# Cross-architecture Virtualisation

Tom Spink Harry Wagstaff, Björn Franke

> School of Informatics University of Edinburgh

### Virtualisation

Many of you will be familiar with same-architecture virtualisation (e.g. VirtualBox, Parallels, Xen, etc)

You may think of cross-architecture virtualisation as "simulation" or "emulation"

But, the goals for simulation are different to virtualisation.



#### **Cross-architecture Virtualisation**

Virtualising a guest architecture on a different host architecture, for example **AArch64** on **x86**.

**Less interested** in accurate simulation of architectural components, whilst remaining architecturally correct.

**More interested** in fast execution of guest architecture, whilst remaining functionally correct.

Useful for design space exploration, embedded system development, security research, running unmodified guest environments on faster host machines...

#### **Cross-architecture Virtualisation**

We still need to emulate the behaviour of guest architecture.

We could use para-virtualisation, e.g. VirtIO, but virtualising an unmodified system needs architectural components to behave correctly.



#### Hardware Assisted Virtualisation

Available for same-architecture virtualisation (e.g. Intel VT, AMD-V, ARM Virtualization Extensions)

Can we exploit these features for cross-architecture virtualisation?



### Captive

Captive is an implementation of a cross-architecture virtualisation hypervisor.

Its core goal is to map guest architectural behaviour to host architectural behaviour.

- Instruction mapping
- MMU mapping
- Device/IRQ mapping

### Captive

- Both host and guest architecture are pluggable
  - Host machine requires KVM support
    - Also need to write a JIT backend!
  - Guest architecture requires patience!
- Architectural components are modular
  - Processor
  - Devices
  - (MMU)
- Supports instruction tracing
  - Quite fast!
  - Very useful for debugging
- Memory access tracing/cache simulation

### Structure

#### Hypervisor (KVM)

Runs as a user-mode program on a Linux host. Uses KVM to create a virtual machine instance.

#### **Engine (Bare Metal)**

A unikernel that implements the architectural mapping.

#### **Guest (Unmodified)**

The guest platform - typically a kernel to boot, and a file-system.

| Guest Virtua<br>Machine | al   |  |
|-------------------------|------|--|
| Execution Eng           | line |  |
| Host Virtual Machine    |      |  |
| Captive Hypervisor      |      |  |
| Linux                   | KVM  |  |
| Host Physical Machine   |      |  |

#### Instruction Virtualisation

Interpretation is **far** too slow; use Dynamic Binary Translation (DBT)

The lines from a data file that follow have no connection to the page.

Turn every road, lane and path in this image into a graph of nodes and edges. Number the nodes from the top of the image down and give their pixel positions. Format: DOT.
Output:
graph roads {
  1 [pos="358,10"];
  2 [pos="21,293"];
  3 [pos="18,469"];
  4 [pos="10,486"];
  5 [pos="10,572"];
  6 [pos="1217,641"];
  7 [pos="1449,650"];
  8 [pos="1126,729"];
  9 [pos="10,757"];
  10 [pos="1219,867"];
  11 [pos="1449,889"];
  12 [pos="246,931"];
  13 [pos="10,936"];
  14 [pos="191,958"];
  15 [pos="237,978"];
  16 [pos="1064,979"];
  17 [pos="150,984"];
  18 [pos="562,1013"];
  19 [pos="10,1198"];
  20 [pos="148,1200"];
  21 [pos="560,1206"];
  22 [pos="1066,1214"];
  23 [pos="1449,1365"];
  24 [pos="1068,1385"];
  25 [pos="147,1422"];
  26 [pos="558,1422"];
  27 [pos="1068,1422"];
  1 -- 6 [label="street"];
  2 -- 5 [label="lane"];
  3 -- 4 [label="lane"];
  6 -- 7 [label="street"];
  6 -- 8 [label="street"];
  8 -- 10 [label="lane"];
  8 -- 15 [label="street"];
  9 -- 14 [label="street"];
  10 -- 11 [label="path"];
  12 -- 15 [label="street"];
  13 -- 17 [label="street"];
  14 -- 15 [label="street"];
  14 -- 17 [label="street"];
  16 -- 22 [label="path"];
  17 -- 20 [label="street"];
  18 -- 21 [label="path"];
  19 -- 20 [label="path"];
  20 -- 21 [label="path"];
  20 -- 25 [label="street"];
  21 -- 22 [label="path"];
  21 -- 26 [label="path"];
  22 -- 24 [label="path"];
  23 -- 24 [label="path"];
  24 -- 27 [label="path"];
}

Captive implements a high-speed domain-specific JIT compiler, generated from a high-level architecture description language. Very fast translation, compilation and optimisation.

High-level C-like descriptions are used to describe guest instruction behaviours.



#### Instruction Virtualisation

At JIT compilation time, each guest instruction in a basic-block is asked to translate itself directly into x86.

Block translations are cached by physical address -- no need for invalidation on page table changes, only need to beware of self-modifying code.



### Instruction Virtualisation - Self-modifying Code

Since translations are cached, changes to the guest executable code need to be detected, and translations invalidated.

Captive marks all guest memory pages as read-only after compiling a block (via the top-level page table entry), so any writes will trigger self-modifying code detection.

Unfortunately, the entire guest VA space must be protected, since multiple VAs can point to the same PA.

SMC is practically non-existent in early (Linux) system runtime, only appears later when OS needs memory for newer programs.

### **Memory Virtualisation**

The guest platform defines it's physical memory layout.

Physical memory regions are instantiated that mirror guest RAM areas.

**No MMU:** Build 1-1 mapping of Guest Physical Memory to VM Virtual Memory.

**MMU:** Maintain virtual-to-physical mappings in VM that represent virtual-to-physical mappings in guest.

An ARM page table entry gets turned into a similar x86 page table entry. Hardware MMU virtualisation!



#### 32-bit on 64-bit

Easy, 32-bit virtual memory area fits within lower portion of 64-bit address space.

Efficient mapping of guest MMU to host MMU, translate guest page table entries almost directly to host page table entries.

Lazily perform translations (on guest memory accesses). Trap guest TLB flushes to invalidate mapped entries.

Fast invalidation by clearing top-level page table entry (PML4E)



#### 64-bit on 64-bit

Tricky, we need some 64-bit address space for the execution engine, JITted code, book-keeping, etc.

Also, 64-bit isn't really 64-bit - it's 48-bit on x86 and on ARMv8 the situation is complicated by having two address spaces.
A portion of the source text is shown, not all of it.